Ein paar ruhige Worte: Stille Nächte in Berlin
An Weihnachten hat Berlin tatsächlich eine "Stille Nacht". Denn viele Migranten fahren in diesen Tagen gerne heim zu den Eltern, in die alte Heimat. Und dann kommt - hoffentlich - der Schnee und sorgt für gedämpfte Ruhe.
Es begab sich aber zu der Zeit, dass ein jeder ging in seine Stadt. Und in Berlin kehrte eine große Stille ein.

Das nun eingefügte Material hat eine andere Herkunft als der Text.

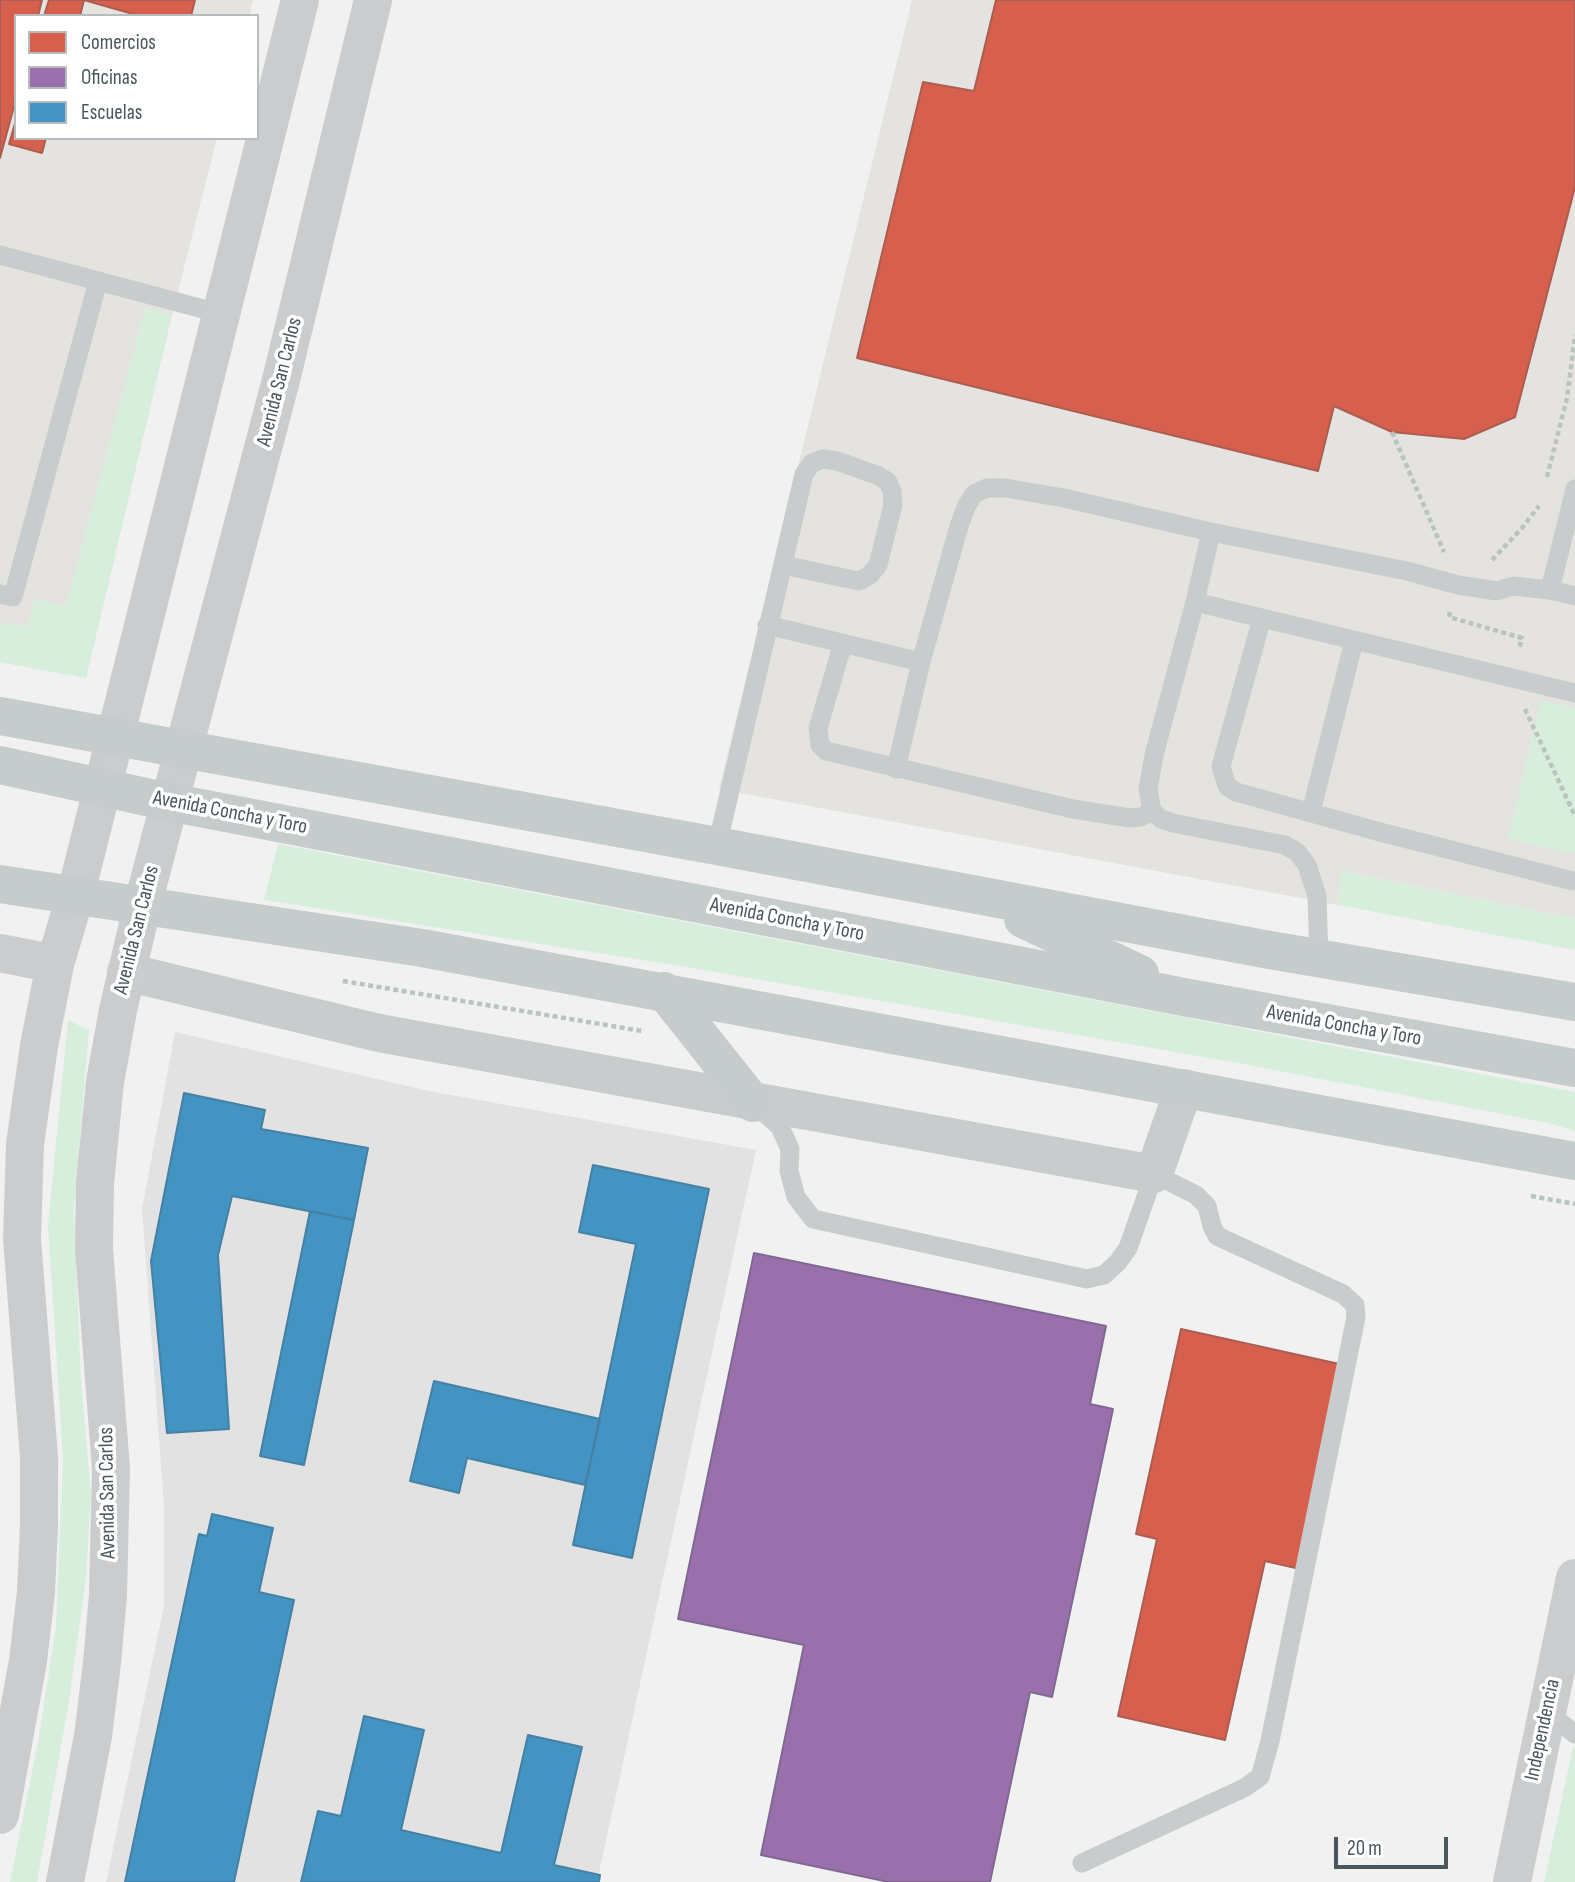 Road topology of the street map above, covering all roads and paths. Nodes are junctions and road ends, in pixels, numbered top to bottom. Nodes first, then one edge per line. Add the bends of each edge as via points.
1 (300, 0) edge
2 (373, 0) edge
3 (0, 255) edge
4 (98, 281) junction
5 (222, 314) junction
6 (1575, 335) edge
7 (1392, 432) dead end
8 (1547, 478) dead end
9 (1575, 489) edge
10 (1540, 504) dead end
11 (1212, 532) junction
12 (783, 565) junction
13 (1450, 565) junction
14 (1458, 585) junction
15 (1550, 590) junction
16 (0, 594) edge
17 (1575, 596) edge
18 (1195, 602) junction
19 (1262, 618) junction
20 (767, 625) junction
21 (1354, 641) junction
22 (843, 643) junction
23 (921, 662) junction
24 (1510, 678) junction
25 (1575, 693) edge
26 (0, 716) edge
27 (114, 737) junction
28 (184, 750) junction
29 (0, 765) edge
30 (895, 769) junction
31 (100, 789) junction
32 (170, 802) junction
33 (1152, 811) junction
34 (1311, 812) junction
35 (1575, 816) edge
36 (717, 846) junction
37 (1573, 881) edge
38 (0, 884) edge
39 (975, 896) junction
40 (75, 897) junction
41 (142, 907) junction
42 (0, 953) edge
43 (1319, 959) junction
44 (55, 964) junction
45 (127, 972) junction
46 (664, 992) junction
47 (1189, 998) junction
48 (1575, 1002) edge
49 (1575, 1068) edge
50 (1184, 1088) junction
51 (753, 1103) junction
52 (1575, 1161) edge
53 (1154, 1174) junction
54 (1575, 1578) edge
55 (1561, 1723) edge
56 (0, 1815) edge
57 (1082, 1863) dead end
58 (65, 1882) edge
59 (1512, 1882) edge

1 - 5 main road
2 - 28 main road, Avenida San Carlos via 282,376
3 - 4 lane
4 - 5 lane
4 - 16 lane via 13,597
5 - 27 main road
6 - 8 path via 1567,398
7 - 13 path
9 - 15 lane
10 - 13 path via 1493,560
11 - 14 lane via 1407,570
11 - 18 lane
11 - 23 lane via 1064,498 987,488 974,494 962,516
12 - 12 lane via 859,581 870,575 878,565 893,505 888,482 837,461 812,463 804,474
12 - 20 lane
13 - 14 path
14 - 15 lane via 1497,591 1513,586
14 - 24 path via 1449,617 1522,638
15 - 17 lane
18 - 19 lane
18 - 33 lane via 1154,755 1148,789
19 - 21 lane
19 - 34 lane via 1223,759 1223,777 1237,792
20 - 22 lane
20 - 36 lane
21 - 24 lane
21 - 34 lane
22 - 23 lane
22 - 30 lane via 818,728 820,745 834,754
23 - 30 lane
24 - 25 lane
24 - 35 path
26 - 27 main road
27 - 28 main road
27 - 31 main road
28 - 32 main road, Avenida San Carlos
28 - 36 main road
29 - 31 main road, Avenida Concha y Toro
30 - 33 lane via 1130,818
31 - 32 main road, Avenida Concha y Toro
31 - 40 main road
32 - 41 main road, Avenida San Carlos
32 - 47 main road, Avenida Concha y Toro
33 - 43 lane via 1161,820 1285,845 1297,852 1307,864 1317,897
34 - 37 lane
36 - 39 main road
38 - 40 main road
39 - 43 main road
39 - 47 main road
40 - 41 main road
40 - 44 main road
41 - 45 main road, Avenida San Carlos
41 - 46 main road via 409,946
42 - 44 main road
43 - 48 main road
44 - 56 main road via 39,1046 22,1186 38,1457 36,1592
45 - 51 street via 379,1033
45 - 58 main road, Avenida San Carlos via 105,1082 95,1183 94,1249 111,1469 108,1595 93,1736
46 - 50 main road
46 - 51 main road
47 - 49 main road, Avenida Concha y Toro
50 - 52 main road
50 - 53 street
51 - 53 street
51 - 53 lane via 780,1128 790,1149 789,1171 796,1197 813,1219 1087,1279 1104,1275 1128,1248
53 - 57 lane via 1196,1195 1207,1206 1217,1236 1343,1294 1355,1305 1356,1317 1260,1777
54 - 55 main road, Independencia
55 - 59 main road, Independencia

"Stille Nacht, Heilige Nacht", ist eines der bekanntesten Weihnachtslieder. 1818 erstmals in Salzburg gesungen, ist es heute untrennbar mit dem Fest der Christen verbunden - selbst in einer lärmenden Großstadt wie Berlin.
Dabei ist die Stille keineswegs den Christen vorbehalten. In praktisch allen Religionen wird die Stille für Meditation, Gebet, Trauer und Besinnung genutzt. Die Abwesenheit von störenden Geräuschen steigert die Fähigkeit zur Konzentration - und letztlich natürlich auch das Wohlbefinden.
Die stille Nacht im säkularisierten Berlin aber geht noch einen Schritt weiter. Sie präsentiert sich überreligös allen Berlinern - sofern sie denn in der Stadt geblieben sind.
Denn zu keiner Zeit zeigt der Hauptstädter deutlicher sein wahres Gesicht: Er ist ein Migrant. Er selbst oder seine Vorfahren kamen aus allen Richtungen. Und so fährt er zum Fest in die Gegenrichtung. "Nach Hause", wie selbst Menschen sagen, die sich an 360 Tagen im Jahr als Berliner bezeichnen würden. Seine Alltagsstadt lässt der Berliner für ein paar Tage seiner Abwesenheit in Ruhe.
So gerät die Stadt über Weihnachten zum Raum der Stille. Nur wenige Autos brummen über die Straßen - dabei müsste man nicht einmal stundenlang nach Parkplätzen Ausschau halten. Denn es sind genug freie zu finden.
Das Tempo der Menschen lässt merklich nach. Nach dem lautstarken Trubel im vorweihnachtlichen Kaufrausch könnte der Kontrast wahrlich nicht größer sein.
Unübertroffen war dieser Effekt im Jahr 2000. Pünktlich zum Einbruch der Dunkelheit rieselten an Heiligabend die Flocken vom Himmel. Stundenlang. Bis eine mehrere Zentimeter dicke Schneeschicht die Stadt bedeckte und auch die letzten verbliebenen Weihnachtsgeräusche noch einmal dämpfte. Bis zum zweiten Weihnachstfeiertag blieb das vorherrschenden Geräusch das Knarzen dicker Schuhe im Schnee. Und man konnte schlafen in himmlischer Ruh.
Dann setzte Tauwetter ein. Der Zauber war vorbei. Auch die Festtagsflüchtlinge kehrten zurück. Sie fanden ihre Stadt vor wie immer - und kauften Knaller und Raketen für Silvester.
An diesem Weihnachten ist leider kaum mit Schnee zu rechnen. Die exquisite Stille aber wird wieder unüberhörbar sein.